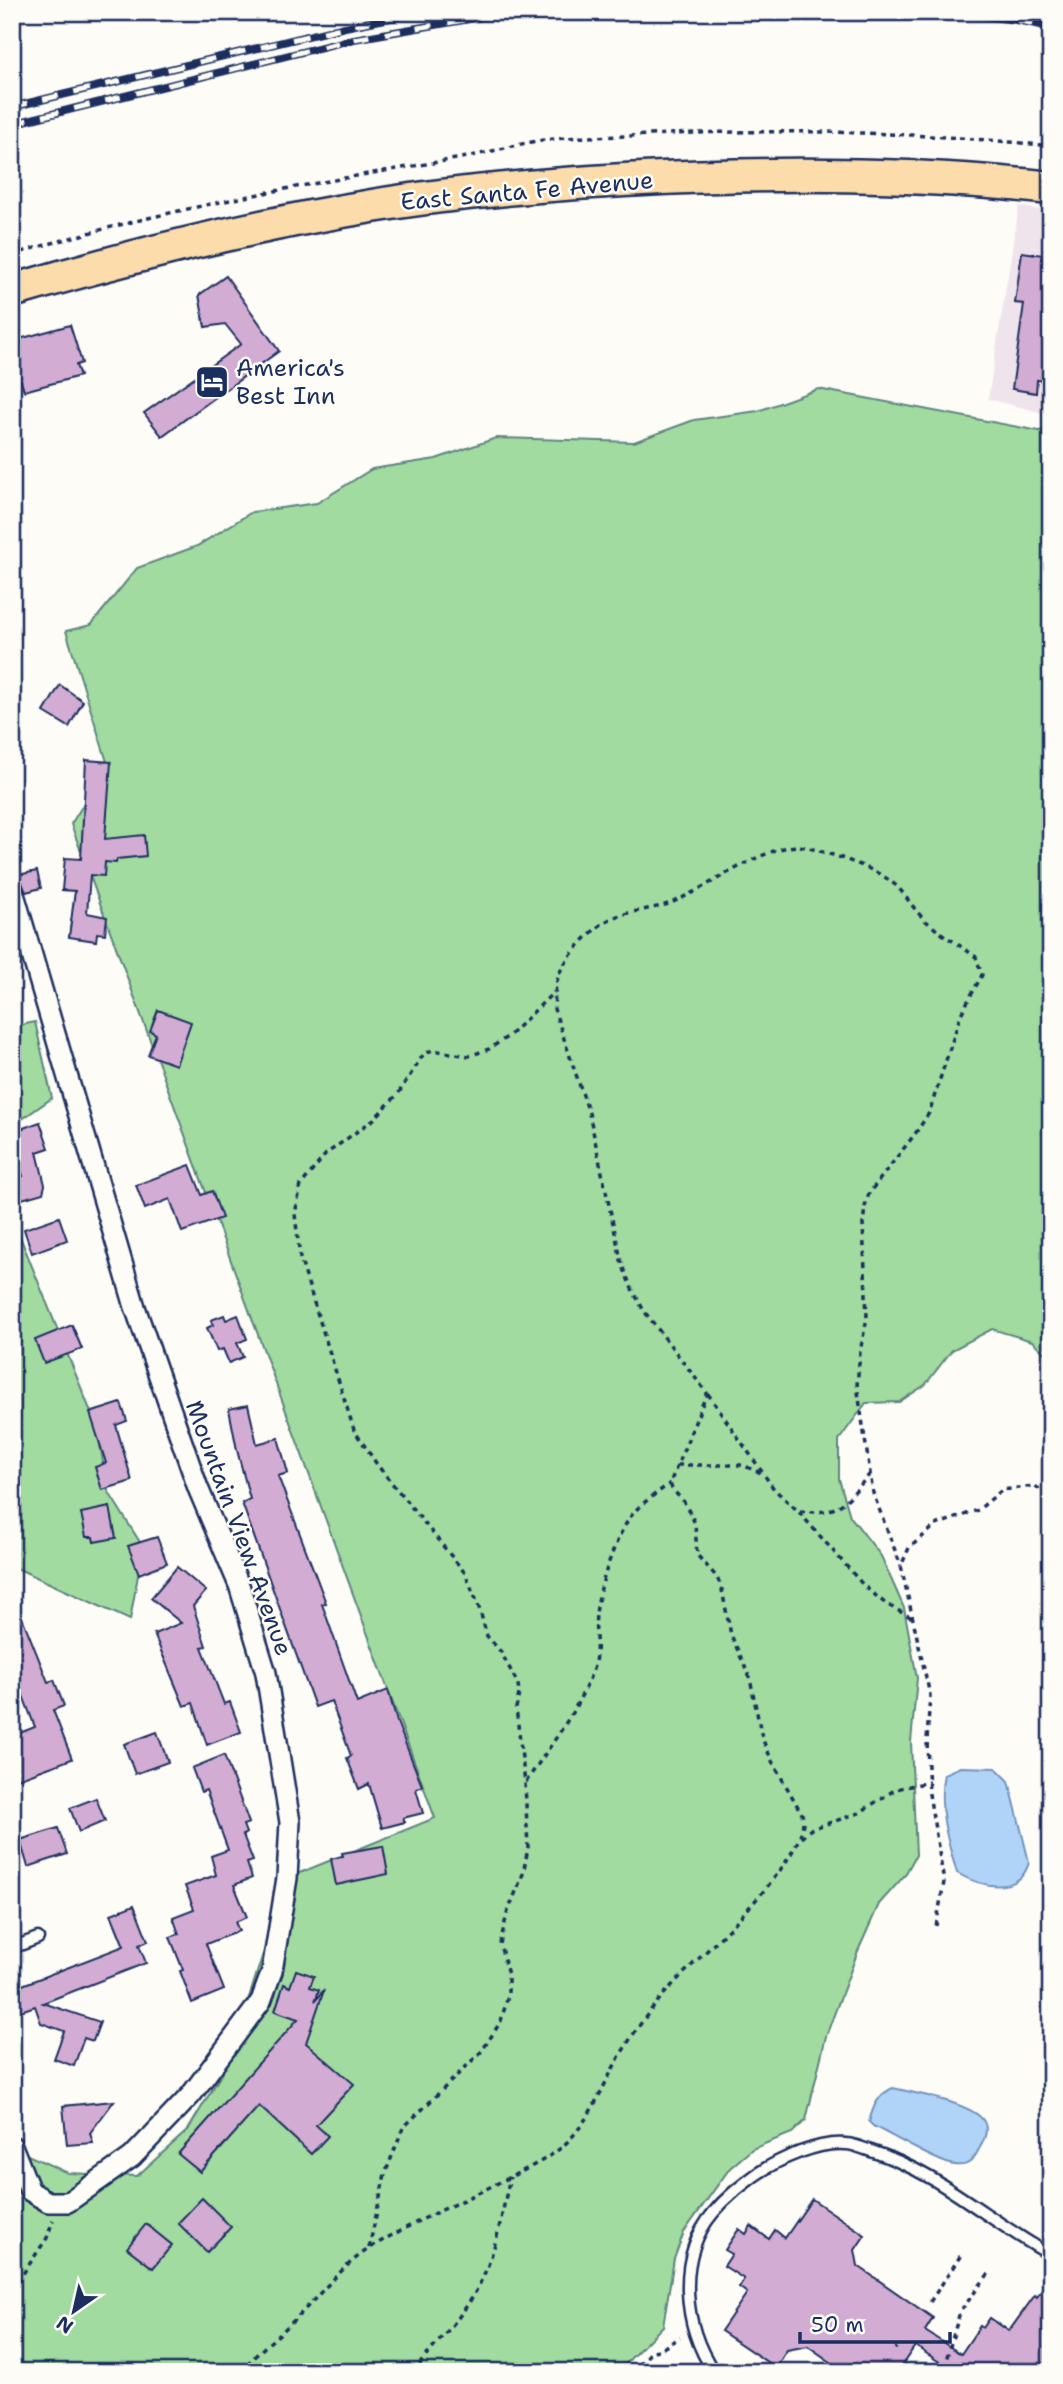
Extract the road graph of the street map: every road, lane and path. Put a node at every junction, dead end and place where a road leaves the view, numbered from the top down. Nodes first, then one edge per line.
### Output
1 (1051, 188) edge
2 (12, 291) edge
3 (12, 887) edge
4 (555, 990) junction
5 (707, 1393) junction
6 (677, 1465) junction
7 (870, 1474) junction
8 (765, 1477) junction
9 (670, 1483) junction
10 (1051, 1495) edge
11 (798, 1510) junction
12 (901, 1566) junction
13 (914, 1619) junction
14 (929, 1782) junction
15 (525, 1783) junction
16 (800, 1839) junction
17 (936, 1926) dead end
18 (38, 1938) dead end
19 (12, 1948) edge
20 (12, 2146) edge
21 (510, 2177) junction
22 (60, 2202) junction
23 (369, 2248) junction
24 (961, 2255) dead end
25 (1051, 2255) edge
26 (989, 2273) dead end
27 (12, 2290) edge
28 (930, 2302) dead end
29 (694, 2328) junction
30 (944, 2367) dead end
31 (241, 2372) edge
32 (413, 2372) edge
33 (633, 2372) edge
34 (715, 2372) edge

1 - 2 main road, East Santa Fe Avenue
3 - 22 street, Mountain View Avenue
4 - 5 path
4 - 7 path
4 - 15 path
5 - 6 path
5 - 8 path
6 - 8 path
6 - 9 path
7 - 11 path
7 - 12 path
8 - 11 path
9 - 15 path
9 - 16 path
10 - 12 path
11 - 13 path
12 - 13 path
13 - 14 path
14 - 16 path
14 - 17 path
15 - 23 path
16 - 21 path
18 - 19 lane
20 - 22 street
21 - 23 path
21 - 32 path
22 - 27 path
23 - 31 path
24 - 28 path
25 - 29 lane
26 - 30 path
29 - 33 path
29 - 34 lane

==

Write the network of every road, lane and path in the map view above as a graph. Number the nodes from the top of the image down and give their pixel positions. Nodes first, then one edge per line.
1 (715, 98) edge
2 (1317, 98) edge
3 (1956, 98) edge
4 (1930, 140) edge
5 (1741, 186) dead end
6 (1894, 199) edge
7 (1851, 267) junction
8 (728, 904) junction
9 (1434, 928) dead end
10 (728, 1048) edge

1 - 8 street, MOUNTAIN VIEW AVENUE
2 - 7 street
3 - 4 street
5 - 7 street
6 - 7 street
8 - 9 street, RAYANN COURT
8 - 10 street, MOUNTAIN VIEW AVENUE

==

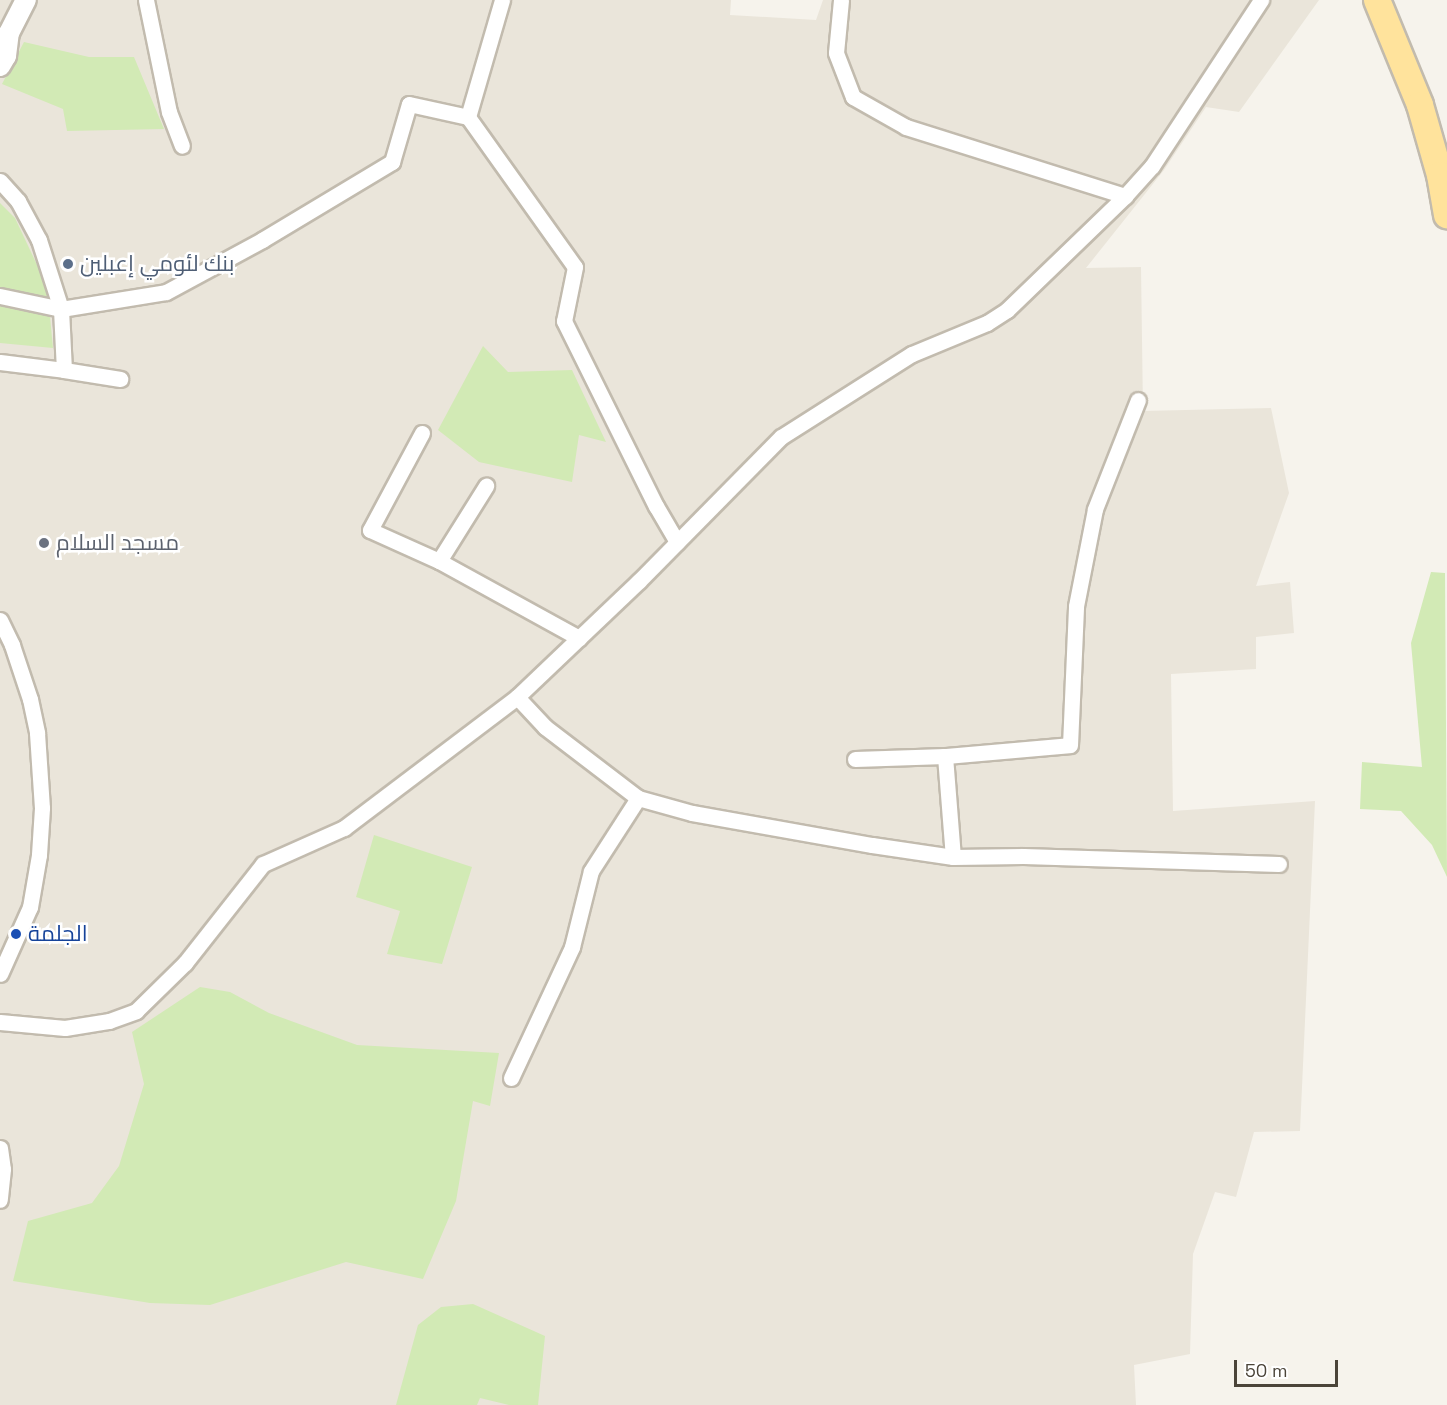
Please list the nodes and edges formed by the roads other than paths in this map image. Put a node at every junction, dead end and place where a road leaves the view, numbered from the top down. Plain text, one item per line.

* Task details:
Find each line in the material above that carries the string "where", and copy it.

* Finished exercise:
Extract the road graph of the street map: every road, lane and path. Put a node at every junction, dead end and place where a road leaves the view, numbered from the top down. Nodes first, then one edge per line.
Please list the nodes and edges formed by the roads other than paths in this map image. Put a node at every junction, dead end and place where a road leaves the view, numbered from the top down. Plain text, one item per line.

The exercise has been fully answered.